Data to use:
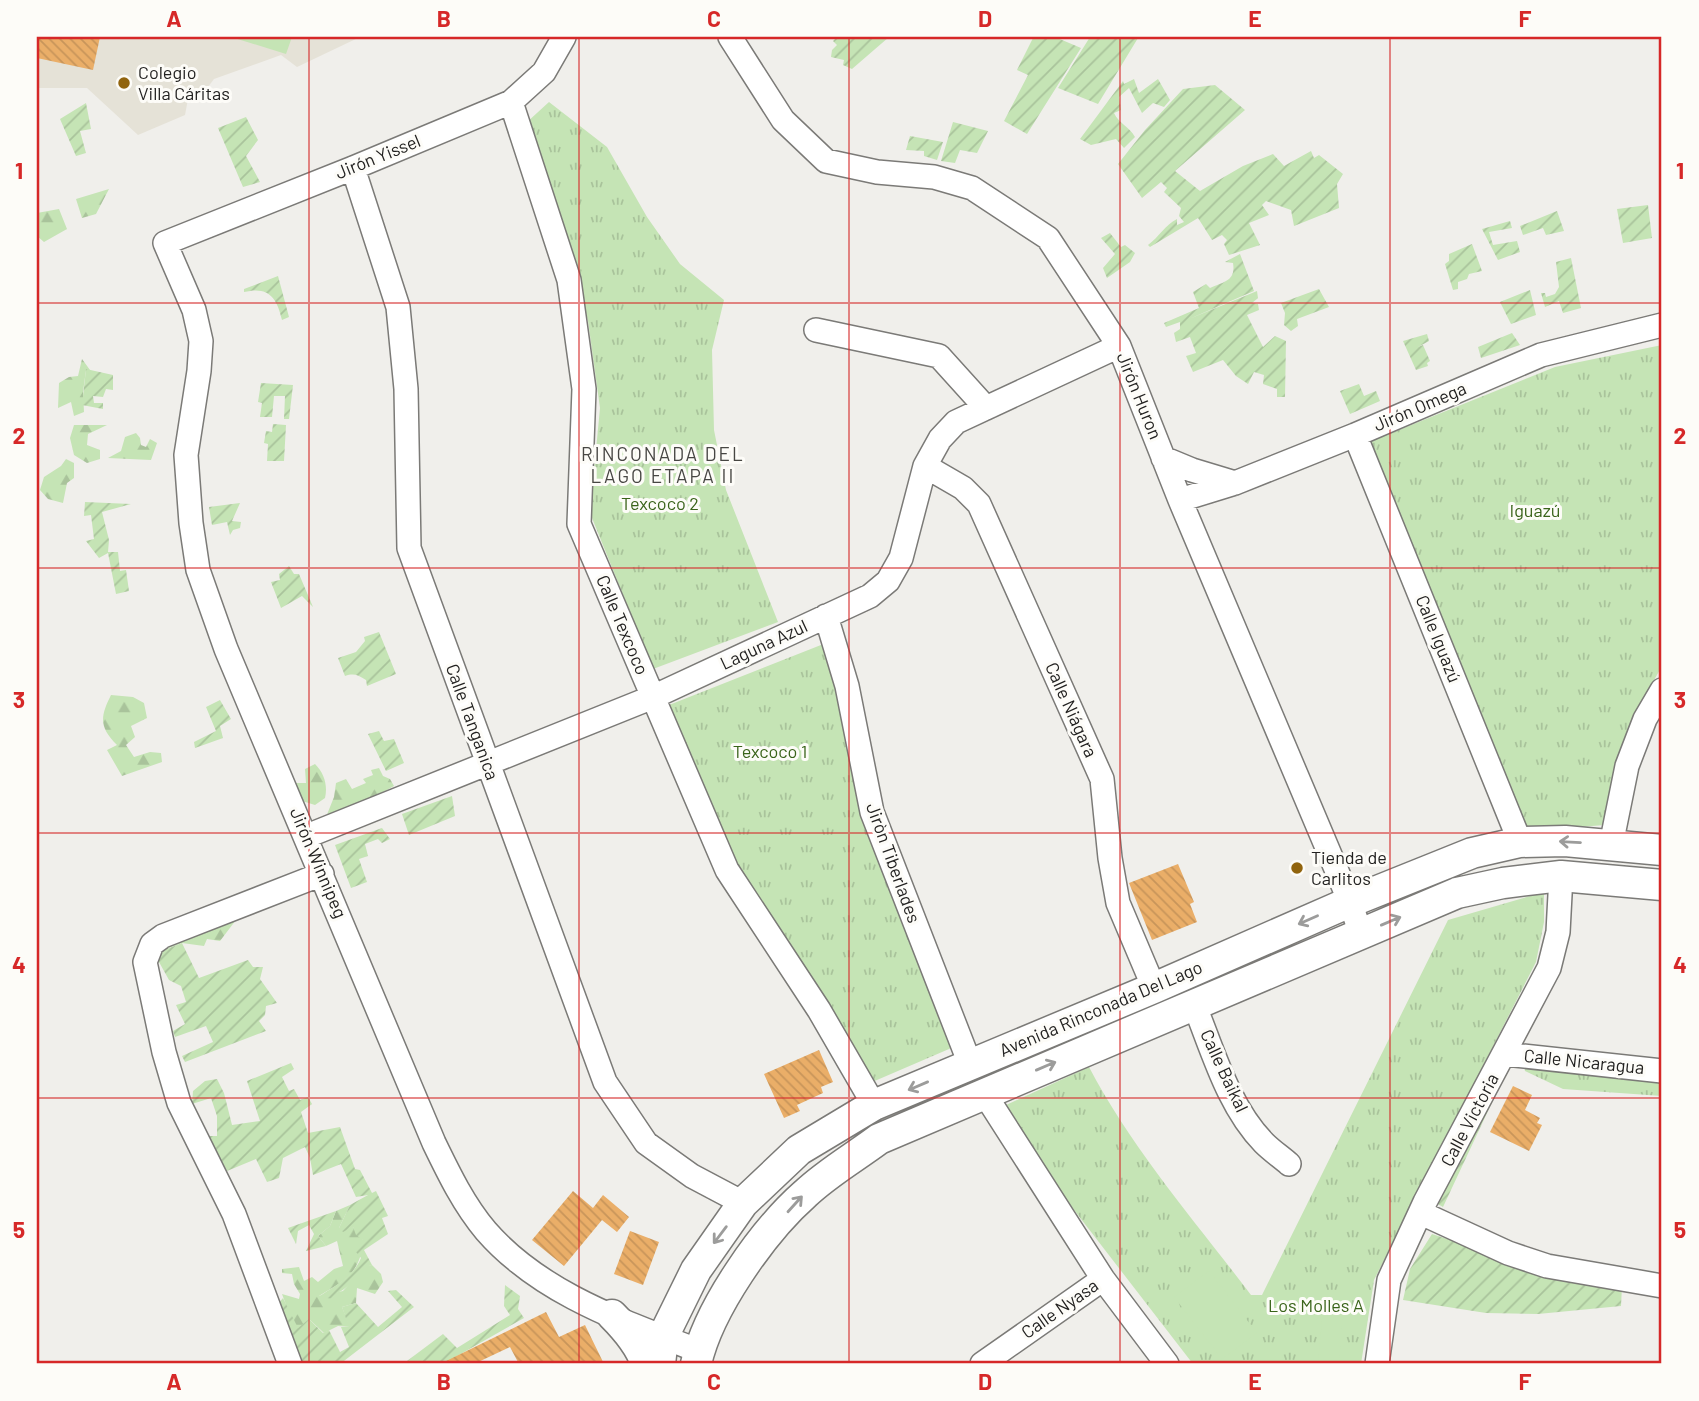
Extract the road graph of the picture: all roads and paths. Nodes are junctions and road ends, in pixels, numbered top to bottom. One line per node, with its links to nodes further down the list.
1 (565, 37): 3 (street, Jirón Yissel)
2 (730, 37): 8 (street, Jirón Huron)
3 (511, 102): 4 (street, Jirón Yissel); 17 (street, Calle Texcoco)
4 (354, 168): 5 (street, Jirón Yissel); 18 (street, Calle Tanganica)
5 (165, 243): 19 (street, Jirón Winnipeg)
6 (1662, 325): 10 (street, Jirón Omega)
7 (816, 330): 9 (street)
8 (1119, 346): 9 (street, Laguna Azul); 11 (street, Jirón Huron)
9 (986, 408): 12 (street, Laguna Azul)
10 (1355, 435): 13 (street, Jirón Omega); 20 (street, Calle Iguazú)
11 (1163, 458): 13 (street); 14 (street, Jirón Huron)
12 (925, 466): 15 (street, Laguna Azul); 28 (street, Calle Niágara)
13 (1235, 484): 14 (street, Jirón Omega)
14 (1180, 500): 26 (street, Jirón Huron)
15 (826, 616): 17 (street, Laguna Azul); 31 (street, Jiròn Tiberlades)
16 (1662, 690): 21 (street)
17 (653, 697): 18 (street, Laguna Azul); 34 (street, Calle Texcoco)
18 (487, 763): 19 (street, Laguna Azul); 36 (street, Calle Tanganica)
19 (307, 836): 23 (street, Jirón Winnipeg)
20 (1520, 842): 21 (street, Avenida Rinconada Del Lago, one-way to 20); 26 (street, Avenida Rinconada Del Lago)
21 (1611, 845): 22 (street, Avenida Rinconada Del Lago)
22 (1662, 850)
23 (322, 874): 40 (street, Jirón Winnipeg); 43 (street)
24 (1561, 876): 25 (street, Avenida Rinconada Del Lago); 27 (street, Avenida Rinconada Del Lago, one-way to 24); 30 (street, Calle Victoria)
25 (1662, 885)
26 (1350, 902): 27 (street, Jirón Huron); 28 (street, Avenida Rinconada Del Lago, one-way to 28)
27 (1361, 934): 29 (street, Avenida Rinconada Del Lago)
28 (1154, 988): 31 (street, Avenida Rinconada Del Lago)
29 (1194, 1004): 33 (street, Avenida Rinconada Del Lago, one-way to 29); 35 (street, Calle Baikal)
30 (1505, 1054): 32 (street, Calle Nicaragua); 37 (street, Calle Victoria)
31 (970, 1063): 34 (street, Avenida Rinconada Del Lago, one-way to 34)
32 (1662, 1071)
33 (984, 1093): 38 (street); 42 (street, Avenida Rinconada Del Lago, one-way to 33)
34 (874, 1105): 36 (street, Avenida Rinconada Del Lago)
35 (1289, 1164)
36 (743, 1203): 41 (street, Avenida Rinconada Del Lago, one-way to 41)
37 (1421, 1213): 39 (street); 47 (street, Calle Victoria)
38 (1103, 1279): 45 (street, Calle Nyasa); 46 (street)
39 (1662, 1286)
40 (612, 1315): 41 (street, Jirón Winnipeg); 44 (street)
41 (662, 1351): 42 (street, Jirón Winnipeg)
42 (698, 1357)
43 (290, 1364)
44 (646, 1364)
45 (982, 1364)
46 (1167, 1364)
47 (1377, 1364)

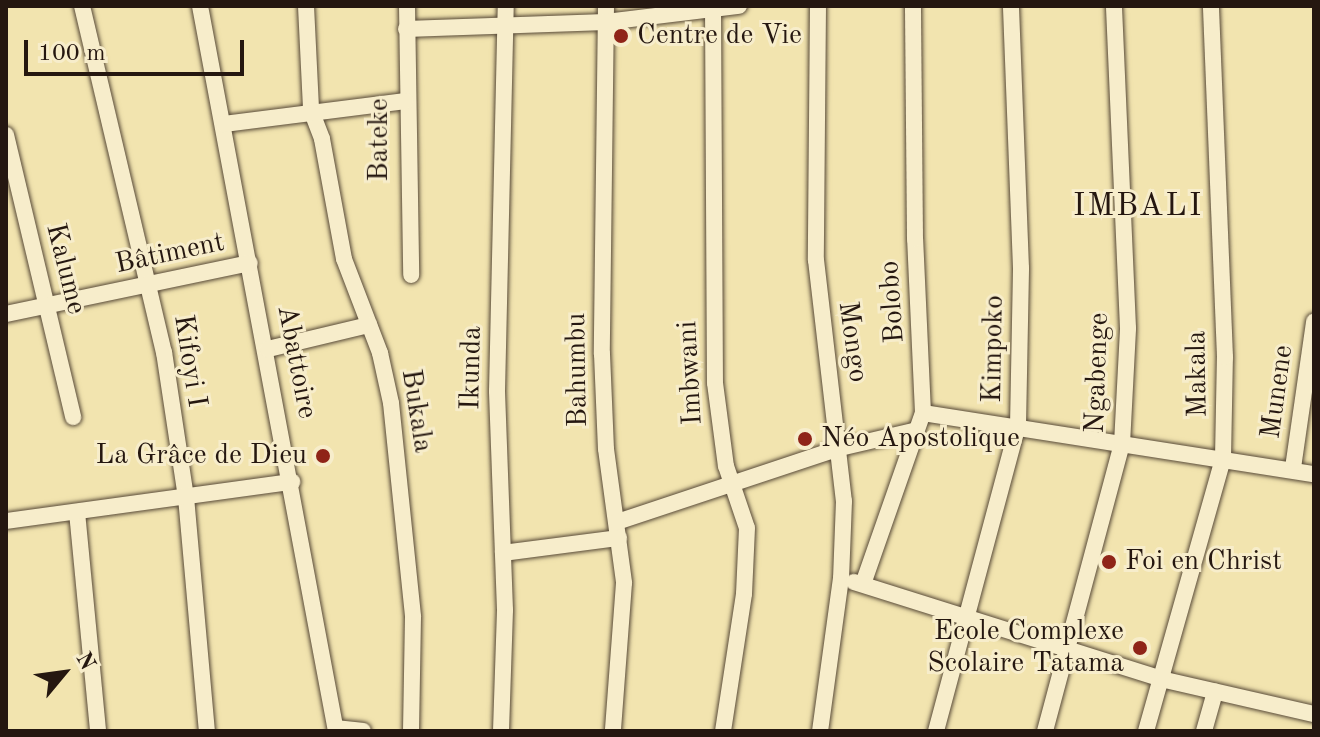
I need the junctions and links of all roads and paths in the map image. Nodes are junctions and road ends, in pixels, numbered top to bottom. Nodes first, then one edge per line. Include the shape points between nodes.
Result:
1 (82, 6) edge
2 (200, 6) edge
3 (306, 6) edge
4 (407, 6) edge
5 (506, 6) edge
6 (739, 6) edge
7 (818, 6) edge
8 (913, 6) edge
9 (1011, 6) edge
10 (1114, 6) edge
11 (1211, 6) edge
12 (713, 7) edge
13 (606, 14) edge
14 (505, 28) junction
15 (406, 29) junction
16 (406, 101) junction
17 (311, 110) junction
18 (224, 124) junction
19 (6, 135) edge
20 (250, 263) junction
21 (411, 275) dead end
22 (149, 287) junction
23 (48, 305) junction
24 (6, 314) edge
25 (1314, 322) edge
26 (369, 325) junction
27 (268, 349) junction
28 (923, 413) junction
29 (73, 417) dead end
30 (1018, 426) junction
31 (913, 431) junction
32 (1122, 444) junction
33 (840, 448) junction
34 (1223, 458) junction
35 (1293, 468) junction
36 (1314, 474) edge
37 (292, 482) junction
38 (732, 486) junction
39 (186, 497) junction
40 (77, 512) junction
41 (6, 521) edge
42 (618, 530) junction
43 (503, 553) junction
44 (841, 578) junction
45 (863, 584) junction
46 (966, 618) junction
47 (1066, 650) junction
48 (1161, 679) junction
49 (1215, 692) junction
50 (1314, 714) edge
51 (336, 730) edge
52 (98, 731) edge
53 (207, 731) edge
54 (363, 731) edge
55 (411, 731) edge
56 (501, 731) edge
57 (613, 731) edge
58 (723, 731) edge
59 (820, 731) edge
60 (936, 731) edge
61 (1045, 731) edge
62 (1146, 731) edge
63 (1204, 731) edge

1 - 22 street, Kifoyi I
2 - 18 street, Abattoire
3 - 17 street
4 - 15 street, Bateke
5 - 14 street, Ikunda
6 - 12 street
7 - 33 street, Mongo via 816,260
8 - 28 street, Bolobo via 914,224
9 - 30 street, Kimpoko via 1021,268
10 - 32 street, Ngabenge via 1128,328
11 - 34 street, Makala via 1225,357
12 - 13 street
12 - 38 street, Imbwani via 715,383
13 - 14 street
13 - 42 street, Bahumbu via 602,354 606,449
14 - 15 street
14 - 43 street, Ikunda via 497,391
15 - 16 street, Bateke
16 - 17 street
16 - 21 street, Bateke
17 - 18 street
17 - 26 street, Bukala via 322,139 344,259
18 - 20 street, Abattoire
19 - 23 street, Kalume
20 - 22 street, Bâtiment
20 - 27 street, Abattoire
22 - 23 street, Bâtiment
22 - 39 street, Kifoyi I
23 - 24 street, Bâtiment
23 - 29 street, Kalume
25 - 35 street, Munene
26 - 27 street
26 - 55 street, Bukala via 391,403 405,527 413,617
27 - 37 street, Abattoire
28 - 30 street
28 - 31 street
30 - 32 street
30 - 46 street, Kimpoko
31 - 33 street
31 - 45 street
32 - 34 street
32 - 47 street, Ngabenge
33 - 38 street
33 - 44 street, Mongo
34 - 35 street
34 - 48 street, Makala
35 - 36 street
37 - 39 street
37 - 51 street, Abattoire
38 - 42 street
38 - 58 street, Imbwani via 747,528 744,594
39 - 40 street
39 - 53 street, Kifoyi I
40 - 41 street
40 - 52 street
42 - 43 street
42 - 57 street, Bahumbu via 624,583
43 - 56 street, Ikunda
44 - 45 street
44 - 59 street, Mongo
45 - 46 street
46 - 47 street
46 - 60 street, Kimpoko
47 - 48 street
47 - 61 street, Ngabenge
48 - 49 street
48 - 62 street, Makala
49 - 50 street
49 - 63 street
51 - 54 street

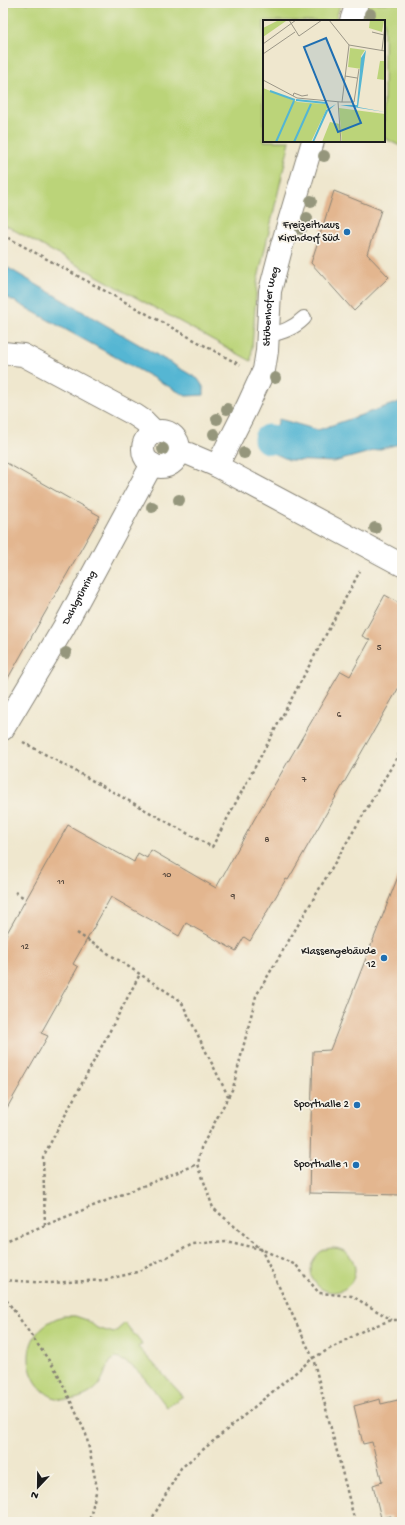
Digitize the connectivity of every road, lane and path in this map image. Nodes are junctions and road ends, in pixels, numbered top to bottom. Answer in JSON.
{"nodes":[{"id":1,"x":357,"y":3,"type":"edge"},
{"id":2,"x":351,"y":20,"type":"edge"},
{"id":3,"x":313,"y":142,"type":"edge"},
{"id":4,"x":3,"y":235,"type":"edge"},
{"id":5,"x":304,"y":318,"type":"dead end"},
{"id":6,"x":268,"y":336,"type":"junction"},
{"id":7,"x":3,"y":353,"type":"edge"},
{"id":8,"x":262,"y":376,"type":"junction"},
{"id":9,"x":156,"y":432,"type":"junction"},
{"id":10,"x":179,"y":452,"type":"junction"},
{"id":11,"x":152,"y":464,"type":"junction"},
{"id":12,"x":217,"y":466,"type":"junction"},
{"id":13,"x":371,"y":550,"type":"junction"},
{"id":14,"x":402,"y":565,"type":"edge"},
{"id":15,"x":10,"y":734,"type":"edge"},
{"id":16,"x":402,"y":749,"type":"edge"},
{"id":17,"x":15,"y":892,"type":"dead end"},
{"id":18,"x":26,"y":899,"type":"dead end"},
{"id":19,"x":77,"y":933,"type":"dead end"},
{"id":20,"x":140,"y":974,"type":"junction"},
{"id":21,"x":228,"y":1097,"type":"junction"},
{"id":22,"x":198,"y":1164,"type":"junction"},
{"id":23,"x":46,"y":1225,"type":"junction"},
{"id":24,"x":3,"y":1242,"type":"edge"},
{"id":25,"x":261,"y":1249,"type":"junction"},
{"id":26,"x":3,"y":1280,"type":"edge"},
{"id":27,"x":3,"y":1295,"type":"edge"},
{"id":28,"x":392,"y":1320,"type":"junction"},
{"id":29,"x":402,"y":1320,"type":"edge"},
{"id":30,"x":313,"y":1358,"type":"junction"},
{"id":31,"x":90,"y":1522,"type":"edge"},
{"id":32,"x":150,"y":1522,"type":"edge"},
{"id":33,"x":355,"y":1522,"type":"edge"}],
"edges":[{"from":1,"to":2,"type":"street"},
{"from":3,"to":6,"type":"street","name":"Stübenhofer Weg"},
{"from":4,"to":8,"type":"path"},
{"from":5,"to":6,"type":"lane"},
{"from":6,"to":8,"type":"street","name":"Stübenhofer Weg"},
{"from":7,"to":9,"type":"street"},
{"from":8,"to":12,"type":"street","name":"Stübenhofer Weg"},
{"from":9,"to":10,"type":"street"},
{"from":9,"to":11,"type":"street"},
{"from":10,"to":11,"type":"street"},
{"from":10,"to":12,"type":"street"},
{"from":11,"to":15,"type":"street","name":"Dahlgrünring"},
{"from":12,"to":13,"type":"street"},
{"from":13,"to":14,"type":"street"},
{"from":13,"to":15,"type":"path"},
{"from":16,"to":21,"type":"path"},
{"from":17,"to":18,"type":"path"},
{"from":19,"to":20,"type":"path"},
{"from":20,"to":21,"type":"path"},
{"from":20,"to":23,"type":"path"},
{"from":21,"to":22,"type":"path"},
{"from":22,"to":23,"type":"path"},
{"from":22,"to":25,"type":"path"},
{"from":23,"to":24,"type":"path"},
{"from":25,"to":26,"type":"path"},
{"from":25,"to":28,"type":"path"},
{"from":25,"to":30,"type":"path"},
{"from":27,"to":31,"type":"path"},
{"from":28,"to":29,"type":"path"},
{"from":28,"to":30,"type":"path"},
{"from":30,"to":32,"type":"path"},
{"from":30,"to":33,"type":"path"}]}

Exercise details: Across all the entries, count the lines that contain the word "Rinconada" and give the number by itself.

Reply to the exercise: 11